> _TASK BRIEF_
The word "translate" may appear in some lines of the data; copy every such line.

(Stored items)
• • • •
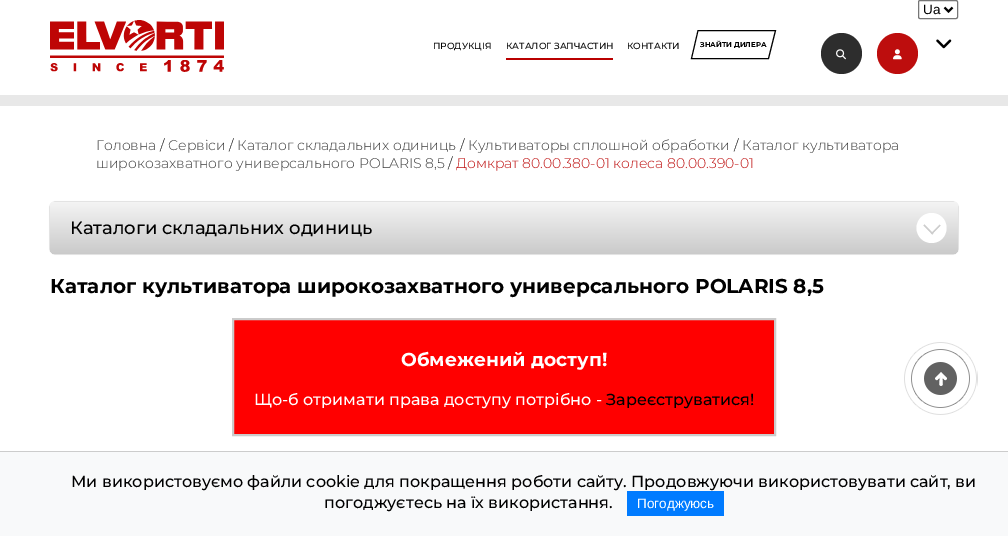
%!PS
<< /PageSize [1008 536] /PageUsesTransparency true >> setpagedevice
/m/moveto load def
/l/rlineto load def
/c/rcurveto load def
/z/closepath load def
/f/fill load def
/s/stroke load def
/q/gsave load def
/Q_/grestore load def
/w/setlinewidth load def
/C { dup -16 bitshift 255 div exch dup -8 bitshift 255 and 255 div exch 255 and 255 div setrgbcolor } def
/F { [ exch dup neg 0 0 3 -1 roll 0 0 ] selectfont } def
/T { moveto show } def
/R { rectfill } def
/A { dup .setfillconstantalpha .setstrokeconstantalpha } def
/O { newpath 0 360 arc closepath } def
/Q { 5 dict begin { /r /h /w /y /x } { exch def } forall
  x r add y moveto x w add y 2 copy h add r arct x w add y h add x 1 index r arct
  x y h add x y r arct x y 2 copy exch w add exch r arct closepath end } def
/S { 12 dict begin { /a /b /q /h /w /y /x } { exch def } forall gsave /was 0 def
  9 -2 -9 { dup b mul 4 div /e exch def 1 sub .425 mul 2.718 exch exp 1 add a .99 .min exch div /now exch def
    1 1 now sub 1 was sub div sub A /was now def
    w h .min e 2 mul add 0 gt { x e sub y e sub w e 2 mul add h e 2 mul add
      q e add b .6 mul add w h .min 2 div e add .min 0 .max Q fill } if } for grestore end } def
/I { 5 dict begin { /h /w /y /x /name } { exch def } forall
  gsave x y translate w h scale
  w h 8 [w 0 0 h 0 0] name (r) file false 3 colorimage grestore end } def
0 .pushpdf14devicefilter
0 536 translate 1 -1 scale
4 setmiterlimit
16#FFFFFF C
0 0 1008 536 R
(1.rgb) 50 20 174 52 I
16#767676 C
918.5 .5 39 18 1.5 Q s
16#000000 C
2 w
944.5 7.5 m 4 4 l 4 -4 l s
/LiberationSans-Regular 13.5 F
(Ua) 923 14 T
(2.rgb) 936 39 16 10 I
/Montserrat-Medium 9 F
(ПРОДУКЦІЯ) 433 49 T
16#B90000 C
506 58 107 2 R
16#000000 C
(КАТАЛОГ ЗАПЧАСТИН) 506 49 T
(КОНТАКТИ) 627 49 T
1 w
698 30.5 m 77.5 0 l -7 28 l -77 0 l z s
/Montserrat-Bold 7 F
(ЗНАЙТИ ДИЛЕРА) 700 47 T
16#2D2D2D C
841.5 53.5 20.5 O f
(3.rgb) 836 49 10 11 I
16#BD0D0D C
897.5 53.5 20.5 O f
(4.rgb) 893 49 9 11 I
16#E8E8E8 C
0 95 1008 11 R
/Montserrat-Light 14 F
16#3C3C3C C
(Головна) 96 150 T
16#000000 C
(/) 160 150 T
16#3C3C3C C
(Сервіси) 168 150 T
16#000000 C
(/) 229 150 T
16#3C3C3C C
(Каталог складальних одиниць) 237 150 T
16#000000 C
(/) 460 150 T
16#3C3C3C C
(Культиваторы сплошной обработки) 468 150 T
16#000000 C
(/) 734 150 T
16#3C3C3C C
(Каталог культиватора) 742 150 T
(широкозахватного универсального POLARIS 8,5) 96 168 T
16#000000 C
(/) 448 168 T
16#BD0D0D C
(Домкрат 80.00.380-01 колеса 80.00.390-01) 456 168 T
16#000000 C
50 202 908 52 5 .5 .4 S
q 50 202 908 52 5 Q clip newpath
<< /ShadingType 2 /ColorSpace /DeviceRGB /Coords [504 202 504 254] /Extend [true true] /Function << /FunctionType 2 /Domain [0 1] /C0 [.957 .957 .957] /C1 [.792 .792 .792] /N 1 >> >> shfill Q_
/Montserrat-Medium 18 F
(Каталоги складальних одиниць) 70 234 T
16#FFFFFF C
916.5 228 m 0 -8.5 7 -15 15 -15 c 8.5 0 15 6.5 15 15 c 0 8.5 -6.5 15 -15 15 c -8 0 -15 -6.5 -15 -15 c z f
(5.rgb) 923 224 18 11 I
/Montserrat-Bold 20 F
16#000000 C
(Каталог культиватора широкозахватного универсального POLARIS 8,5) 50 293 T
16#FF0000 C
233 319 m 542 0 l 0 116 l -542 0 l z q f Q_
16#CBCBCB C
2 w
s
/Montserrat-Bold 18.75 F
16#FFFFFF C
(Обмежений доступ!) 401 366 T
/Montserrat-Medium 16 F
(Що-б отримати права доступу потрібно -) 254 405 T
16#000000 C
(Зареєструватися!) 606 405 T
(6.rgb) 904 342 74 73 I
16#F8F9FA C
0 452 1008 84 R
16#CCCCCC C
0 451 1008 1 R
16#000000 C
(Ми використовуємо файли cookie для покращення роботи сайту. Продовжуючи використовувати сайт, ви) 71 487 T
(погоджуєтесь на їх використання.) 324 508 T
16#007BFF C
627 491 97 25 R
/LiberationSans-Regular 13.5 F
16#FFFFFF C
(Погоджуюсь) 637 508 T
.poppdf14devicefilter showpage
• • • •
> _REPLY_
  gsave x y translate w h scale
0 536 translate 1 -1 scale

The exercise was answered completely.